One of the key things you need to have if you're a startup is
determination/perseverance, but the timescale is 2-4 years of building
something you're really passionate about.

If you're trying to build out a consulting business you need the exact same
qualities, over a much longer timescale working on things you may not be
remotely passionate about.

I'm constantly torn between building to flip and building to flip so that your
next venture can be built to last. Looks like that's what you did and it
worked, thanks for the wonderful post!

------
perezd
Interesting concept. I started my company as a self-funded/bootstrap system.
We did consulting for the first 10 months and were very successful and got our
company honed to a very solid level not only financially, but conceptually as
well. We were able to come up with a lot of development methodologies and
standards that were in a sense a "warmup" for what we plan to do in the
future.

However, I am glad that I spent the last 10 months mostly working for other
people? No. As of today, we no longer do any consulting and are moving forward
with our first product development title that we plan to launch in the first
quarter of 2009.

Honestly, I felt like the consulting held me back, and if I had to do it over,
I'd probably limit my company's involvement with outside consulting to maybe
20%. You'll waste a lot of time not focusing on the goals of your business.

Its pretty idealistic to think you can run two companies at once, its hard
enough making sure you do a great job with one, unless you are MAJOR balling
and can hire essentially an entirely different staff, you'll end up dropping
one of the balls.

------
axod
I agree bootstrapping can work well. The term "Bootstrapping" is quite a fuzzy
term I think though... Are these bootstrapping?
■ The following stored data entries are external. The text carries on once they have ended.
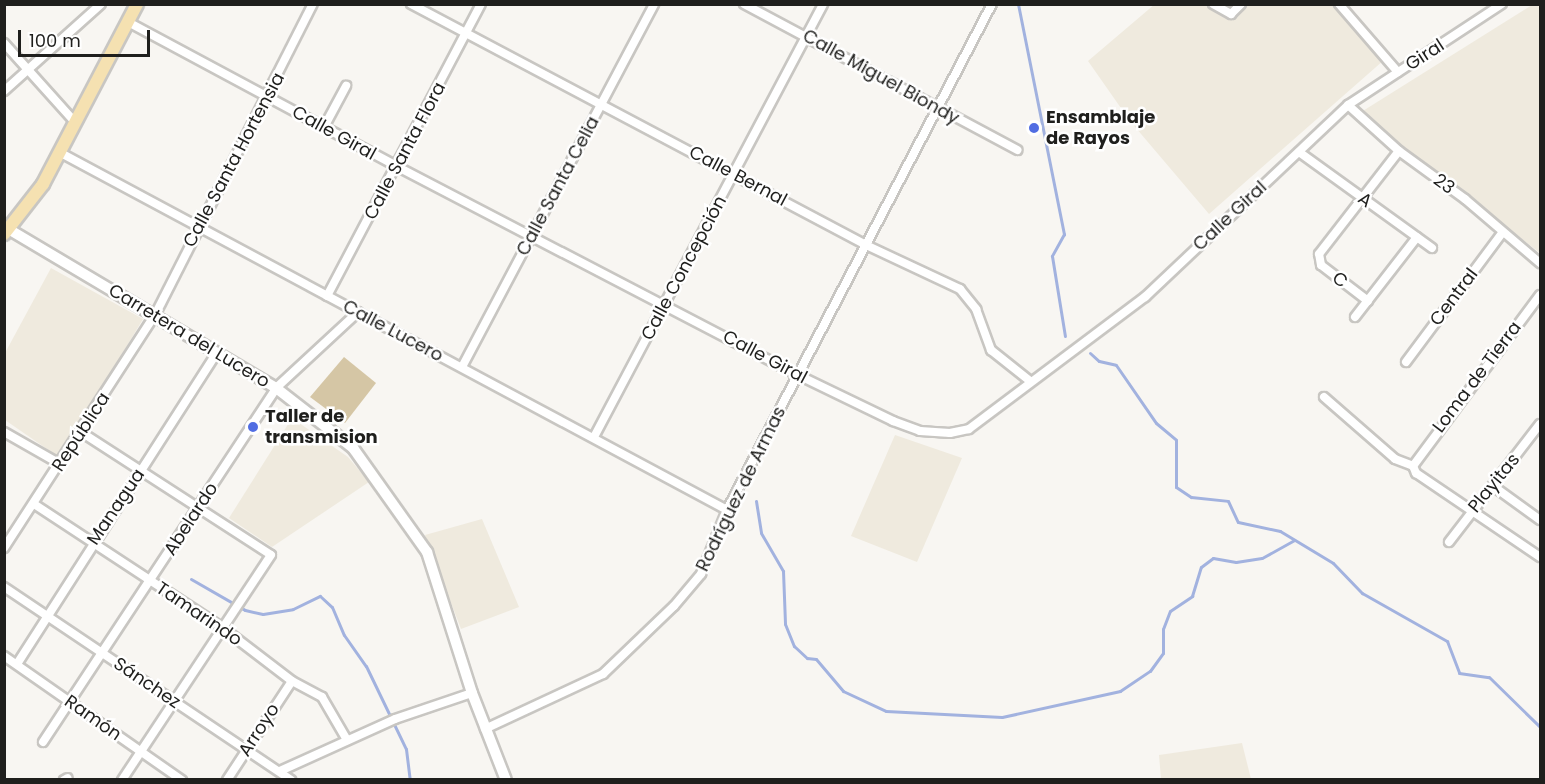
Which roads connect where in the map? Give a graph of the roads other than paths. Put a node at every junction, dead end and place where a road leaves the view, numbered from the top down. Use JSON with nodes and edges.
{"nodes":[{"id":1,"x":101,"y":4,"type":"edge"},
{"id":2,"x":137,"y":4,"type":"edge"},
{"id":3,"x":313,"y":4,"type":"edge"},
{"id":4,"x":411,"y":4,"type":"edge"},
{"id":5,"x":481,"y":4,"type":"edge"},
{"id":6,"x":654,"y":4,"type":"edge"},
{"id":7,"x":744,"y":4,"type":"edge"},
{"id":8,"x":824,"y":4,"type":"edge"},
{"id":9,"x":992,"y":4,"type":"edge"},
{"id":10,"x":1213,"y":4,"type":"edge"},
{"id":11,"x":1241,"y":4,"type":"edge"},
{"id":12,"x":1339,"y":4,"type":"edge"},
{"id":13,"x":1502,"y":4,"type":"edge"},
{"id":14,"x":128,"y":22,"type":"junction"},
{"id":15,"x":467,"y":33,"type":"junction"},
{"id":16,"x":807,"y":37,"type":"junction"},
{"id":17,"x":4,"y":42,"type":"edge"},
{"id":18,"x":28,"y":69,"type":"junction"},
{"id":19,"x":1398,"y":72,"type":"junction"},
{"id":20,"x":346,"y":86,"type":"dead end"},
{"id":21,"x":4,"y":91,"type":"edge"},
{"id":22,"x":268,"y":96,"type":"junction"},
{"id":23,"x":600,"y":105,"type":"junction"},
{"id":24,"x":1348,"y":105,"type":"junction"},
{"id":25,"x":938,"y":109,"type":"junction"},
{"id":26,"x":75,"y":122,"type":"junction"},
{"id":27,"x":324,"y":127,"type":"junction"},
{"id":28,"x":1018,"y":150,"type":"dead end"},
{"id":29,"x":1399,"y":151,"type":"junction"},
{"id":30,"x":59,"y":152,"type":"junction"},
{"id":31,"x":1299,"y":152,"type":"junction"},
{"id":32,"x":398,"y":167,"type":"junction"},
{"id":33,"x":734,"y":173,"type":"junction"},
{"id":34,"x":1362,"y":197,"type":"junction"},
{"id":35,"x":198,"y":225,"type":"junction"},
{"id":36,"x":7,"y":232,"type":"edge"},
{"id":37,"x":1502,"y":233,"type":"junction"},
{"id":38,"x":532,"y":235,"type":"junction"},
{"id":39,"x":1417,"y":237,"type":"junction"},
{"id":40,"x":866,"y":245,"type":"junction"},
{"id":41,"x":1432,"y":248,"type":"dead end"},
{"id":42,"x":1540,"y":263,"type":"edge"},
{"id":43,"x":1540,"y":294,"type":"edge"},
{"id":44,"x":327,"y":296,"type":"junction"},
{"id":45,"x":1368,"y":301,"type":"junction"},
{"id":46,"x":666,"y":304,"type":"junction"},
{"id":47,"x":358,"y":312,"type":"junction"},
{"id":48,"x":155,"y":315,"type":"junction"},
{"id":49,"x":1355,"y":317,"type":"dead end"},
{"id":50,"x":217,"y":353,"type":"junction"},
{"id":51,"x":1406,"y":362,"type":"dead end"},
{"id":52,"x":462,"y":367,"type":"junction"},
{"id":53,"x":798,"y":375,"type":"junction"},
{"id":54,"x":1030,"y":381,"type":"junction"},
{"id":55,"x":276,"y":388,"type":"junction"},
{"id":56,"x":1324,"y":397,"type":"dead end"},
{"id":57,"x":1540,"y":424,"type":"edge"},
{"id":58,"x":81,"y":432,"type":"junction"},
{"id":59,"x":594,"y":436,"type":"junction"},
{"id":60,"x":7,"y":437,"type":"edge"},
{"id":61,"x":1413,"y":463,"type":"junction"},
{"id":62,"x":60,"y":464,"type":"junction"},
{"id":63,"x":140,"y":472,"type":"junction"},
{"id":64,"x":1493,"y":486,"type":"junction"},
{"id":65,"x":34,"y":504,"type":"junction"},
{"id":66,"x":198,"y":510,"type":"junction"},
{"id":67,"x":727,"y":510,"type":"junction"},
{"id":68,"x":1472,"y":510,"type":"junction"},
{"id":69,"x":1540,"y":520,"type":"edge"},
{"id":70,"x":93,"y":542,"type":"junction"},
{"id":71,"x":1449,"y":542,"type":"dead end"},
{"id":72,"x":4,"y":548,"type":"edge"},
{"id":73,"x":1540,"y":557,"type":"edge"},
{"id":74,"x":150,"y":581,"type":"junction"},
{"id":75,"x":4,"y":587,"type":"edge"},
{"id":76,"x":47,"y":615,"type":"junction"},
{"id":77,"x":224,"y":629,"type":"junction"},
{"id":78,"x":103,"y":653,"type":"junction"},
{"id":79,"x":4,"y":656,"type":"edge"},
{"id":80,"x":17,"y":664,"type":"junction"},
{"id":81,"x":292,"y":681,"type":"junction"},
{"id":82,"x":472,"y":693,"type":"junction"},
{"id":83,"x":174,"y":702,"type":"junction"},
{"id":84,"x":70,"y":703,"type":"junction"},
{"id":85,"x":484,"y":729,"type":"junction"},
{"id":86,"x":347,"y":740,"type":"junction"},
{"id":87,"x":43,"y":742,"type":"dead end"},
{"id":88,"x":246,"y":750,"type":"junction"},
{"id":89,"x":142,"y":752,"type":"junction"},
{"id":90,"x":280,"y":771,"type":"junction"},
{"id":91,"x":122,"y":780,"type":"edge"},
{"id":92,"x":182,"y":780,"type":"edge"},
{"id":93,"x":227,"y":780,"type":"edge"},
{"id":94,"x":291,"y":780,"type":"edge"},
{"id":95,"x":506,"y":780,"type":"edge"}],
"edges":[{"from":1,"to":18,"type":"street"},
{"from":2,"to":14,"type":"main road"},
{"from":3,"to":22,"type":"street","name":"Calle Santa Hortensia"},
{"from":4,"to":15,"type":"street","name":"Calle Bernal"},
{"from":5,"to":15,"type":"street","name":"Calle Santa Flora"},
{"from":6,"to":23,"type":"street","name":"Calle Santa Celia"},
{"from":7,"to":16,"type":"street","name":"Calle Miguel Biondy"},
{"from":8,"to":16,"type":"street","name":"Calle Concepción"},
{"from":9,"to":25,"type":"street","name":"Rodríguez de Armas"},
{"from":10,"to":11,"type":"street"},
{"from":12,"to":19,"type":"street"},
{"from":13,"to":19,"type":"street","name":"Giral"},
{"from":14,"to":22,"type":"street","name":"Calle Giral"},
{"from":14,"to":26,"type":"main road"},
{"from":15,"to":23,"type":"street","name":"Calle Bernal"},
{"from":15,"to":32,"type":"street","name":"Calle Santa Flora"},
{"from":16,"to":25,"type":"street","name":"Calle Miguel Biondy"},
{"from":16,"to":33,"type":"street","name":"Calle Concepción"},
{"from":17,"to":18,"type":"street"},
{"from":18,"to":21,"type":"street"},
{"from":18,"to":26,"type":"street"},
{"from":19,"to":24,"type":"street","name":"Giral"},
{"from":20,"to":27,"type":"street"},
{"from":22,"to":27,"type":"street","name":"Calle Giral"},
{"from":22,"to":35,"type":"street","name":"Calle Santa Hortensia"},
{"from":23,"to":33,"type":"street","name":"Calle Bernal"},
{"from":23,"to":38,"type":"street","name":"Calle Santa Celia"},
{"from":24,"to":29,"type":"street","name":"23"},
{"from":24,"to":31,"type":"street","name":"Calle Giral"},
{"from":25,"to":28,"type":"street","name":"Calle Miguel Biondy"},
{"from":25,"to":40,"type":"street","name":"Rodríguez de Armas"},
{"from":26,"to":30,"type":"main road"},
{"from":27,"to":32,"type":"street","name":"Calle Giral"},
{"from":29,"to":34,"type":"street"},
{"from":29,"to":37,"type":"street","name":"23"},
{"from":30,"to":35,"type":"street","name":"Calle Lucero"},
{"from":30,"to":36,"type":"main road"},
{"from":31,"to":34,"type":"street","name":"A"},
{"from":31,"to":54,"type":"street","name":"Calle Giral"},
{"from":32,"to":38,"type":"street","name":"Calle Giral"},
{"from":32,"to":44,"type":"street","name":"Calle Santa Flora"},
{"from":33,"to":40,"type":"street","name":"Calle Bernal"},
{"from":33,"to":46,"type":"street","name":"Calle Concepción"},
{"from":34,"to":39,"type":"street","name":"A"},
{"from":34,"to":45,"type":"street","name":"C"},
{"from":35,"to":44,"type":"street","name":"Calle Lucero"},
{"from":35,"to":48,"type":"street","name":"Calle Santa Hortensia"},
{"from":36,"to":48,"type":"main road","name":"Carretera del Lucero"},
{"from":37,"to":42,"type":"street","name":"23"},
{"from":37,"to":51,"type":"street","name":"Central"},
{"from":38,"to":46,"type":"street","name":"Calle Giral"},
{"from":38,"to":52,"type":"street","name":"Calle Santa Celia"},
{"from":39,"to":41,"type":"street","name":"A"},
{"from":39,"to":45,"type":"street"},
{"from":40,"to":53,"type":"street","name":"Rodríguez de Armas"},
{"from":40,"to":54,"type":"street","name":"Calle Bernal"},
{"from":43,"to":61,"type":"street","name":"Loma de Tierra"},
{"from":44,"to":47,"type":"street","name":"Calle Lucero"},
{"from":45,"to":49,"type":"street"},
{"from":46,"to":53,"type":"street","name":"Calle Giral"},
{"from":46,"to":59,"type":"street","name":"Calle Concepción"},
{"from":47,"to":52,"type":"street","name":"Calle Lucero"},
{"from":47,"to":55,"type":"street","name":"Abelardo"},
{"from":48,"to":50,"type":"main road","name":"Carretera del Lucero"},
{"from":48,"to":58,"type":"street","name":"República"},
{"from":50,"to":55,"type":"main road","name":"Carretera del Lucero"},
{"from":50,"to":63,"type":"street","name":"Managua"},
{"from":52,"to":59,"type":"street","name":"Calle Lucero"},
{"from":53,"to":54,"type":"street","name":"Calle Giral"},
{"from":53,"to":67,"type":"street","name":"Rodríguez de Armas"},
{"from":55,"to":66,"type":"street","name":"Abelardo"},
{"from":55,"to":82,"type":"main road","name":"Carretera del Lucero"},
{"from":56,"to":61,"type":"street"},
{"from":57,"to":64,"type":"street","name":"Playitas"},
{"from":58,"to":62,"type":"street","name":"República"},
{"from":58,"to":63,"type":"street"},
{"from":59,"to":67,"type":"street","name":"Calle Lucero"},
{"from":60,"to":62,"type":"street"},
{"from":61,"to":68,"type":"street"},
{"from":62,"to":65,"type":"street","name":"República"},
{"from":63,"to":66,"type":"street"},
{"from":63,"to":70,"type":"street","name":"Managua"},
{"from":64,"to":68,"type":"street","name":"Playitas"},
{"from":64,"to":69,"type":"street"},
{"from":65,"to":70,"type":"street","name":"Tamarindo"},
{"from":65,"to":72,"type":"street","name":"República"},
{"from":66,"to":74,"type":"street","name":"Abelardo"},
{"from":66,"to":77,"type":"street"},
{"from":67,"to":85,"type":"street","name":"Rodríguez de Armas"},
{"from":68,"to":71,"type":"street","name":"Playitas"},
{"from":68,"to":73,"type":"street"},
{"from":70,"to":74,"type":"street","name":"Tamarindo"},
{"from":70,"to":76,"type":"street","name":"Managua"},
{"from":74,"to":77,"type":"street","name":"Tamarindo"},
{"from":74,"to":78,"type":"street","name":"Abelardo"},
{"from":75,"to":76,"type":"street","name":"Sánchez"},
{"from":76,"to":78,"type":"street","name":"Sánchez"},
{"from":76,"to":80,"type":"street","name":"Managua"},
{"from":77,"to":81,"type":"street","name":"Tamarindo"},
{"from":77,"to":83,"type":"street"},
{"from":78,"to":83,"type":"street","name":"Sánchez"},
{"from":78,"to":84,"type":"street","name":"Abelardo"},
{"from":79,"to":80,"type":"street","name":"Ramón"},
{"from":80,"to":84,"type":"street","name":"Ramón"},
{"from":81,"to":86,"type":"street","name":"Tamarindo"},
{"from":81,"to":88,"type":"street","name":"Arroyo"},
{"from":82,"to":85,"type":"main road","name":"Carretera del Lucero"},
{"from":82,"to":86,"type":"street"},
{"from":83,"to":88,"type":"street","name":"Sánchez"},
{"from":83,"to":89,"type":"street"},
{"from":84,"to":87,"type":"street","name":"Abelardo"},
{"from":84,"to":89,"type":"street","name":"Ramón"},
{"from":85,"to":95,"type":"main road","name":"Carretera del Lucero"},
{"from":86,"to":90,"type":"street"},
{"from":88,"to":90,"type":"street","name":"Sánchez"},
{"from":88,"to":93,"type":"street","name":"Arroyo"},
{"from":89,"to":91,"type":"street"},
{"from":89,"to":92,"type":"street","name":"Ramón"},
{"from":90,"to":94,"type":"street","name":"Sánchez"}]}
* Using your own savings. (Could be thought of as Angel from yourself).

* Using an existing profitable business to fund the new venture.

I think there are many many paths to the same end goal, and of course it
entirely depends on what you're making. Servers are cheap - if you're making
webapps, what are you going to use a ton of funding for? Hiring more help, but
beyond that?...

Of course the best thing about bootstrapping is you can do as you please and
end up owning everything :)

------
Dearon
While i don't think many people will go to such an extent with bootstrapping
(i think most people would be happy if they had 1 profitable company next to
their startup) it is a perfect example of how you can use bootstrapping to
make a little empire (at least in my eyes).
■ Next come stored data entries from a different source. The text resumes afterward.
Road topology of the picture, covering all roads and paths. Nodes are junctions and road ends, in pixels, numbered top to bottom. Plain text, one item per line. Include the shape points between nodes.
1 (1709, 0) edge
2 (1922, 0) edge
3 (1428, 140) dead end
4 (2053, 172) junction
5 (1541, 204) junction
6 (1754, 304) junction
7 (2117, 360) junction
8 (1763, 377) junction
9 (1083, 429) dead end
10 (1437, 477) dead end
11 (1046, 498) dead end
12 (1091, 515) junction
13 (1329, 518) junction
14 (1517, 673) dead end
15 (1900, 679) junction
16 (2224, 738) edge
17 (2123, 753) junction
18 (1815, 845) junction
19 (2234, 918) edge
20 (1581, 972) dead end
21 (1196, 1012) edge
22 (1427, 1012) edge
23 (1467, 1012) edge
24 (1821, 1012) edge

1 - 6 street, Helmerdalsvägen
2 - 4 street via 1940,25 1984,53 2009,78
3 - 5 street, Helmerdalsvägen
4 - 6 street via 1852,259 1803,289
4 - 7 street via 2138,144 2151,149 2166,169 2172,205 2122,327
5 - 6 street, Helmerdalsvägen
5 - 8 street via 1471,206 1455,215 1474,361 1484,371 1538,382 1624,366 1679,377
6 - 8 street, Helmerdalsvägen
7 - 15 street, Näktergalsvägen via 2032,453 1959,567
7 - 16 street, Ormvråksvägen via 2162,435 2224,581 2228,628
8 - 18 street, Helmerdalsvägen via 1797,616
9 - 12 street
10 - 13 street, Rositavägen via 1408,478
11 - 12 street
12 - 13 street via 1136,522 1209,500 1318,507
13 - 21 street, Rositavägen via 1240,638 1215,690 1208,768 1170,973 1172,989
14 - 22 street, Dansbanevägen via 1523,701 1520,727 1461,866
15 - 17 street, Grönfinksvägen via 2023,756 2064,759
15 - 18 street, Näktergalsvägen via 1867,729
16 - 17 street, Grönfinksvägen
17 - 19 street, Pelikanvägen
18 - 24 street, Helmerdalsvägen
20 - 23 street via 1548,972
And while a essay is always inspiring (a good one anyway) it's also quite
encouraging to hear such a success story, it makes it gives the whole idea a
more realistic feel to it.

------
nickb
Seems like you have the strategy nailed down. I think you can pull it off by
having few very focused areas. Try to get as much expertise as you can in one
area so you can win all the big contracts.

Best of luck!

------
tst
Great story. This shows that bootstrapping can work, but it didn't guarantee
that it will go that good. So, if you have enough luck it will work, sometimes
even that great. :)

------
riffplay
Thank you for sharing. My own venture is going to be bootstrapped to a certain
extent, although at this point it is less ambitious than your plan. Best of
luck to you.

------
ttol
Whoops -- wrote that at 3am and rambles a bit. Point of the whole article:
Bootstrapping works! (Sorry, my first submission to HN -- just been lurking)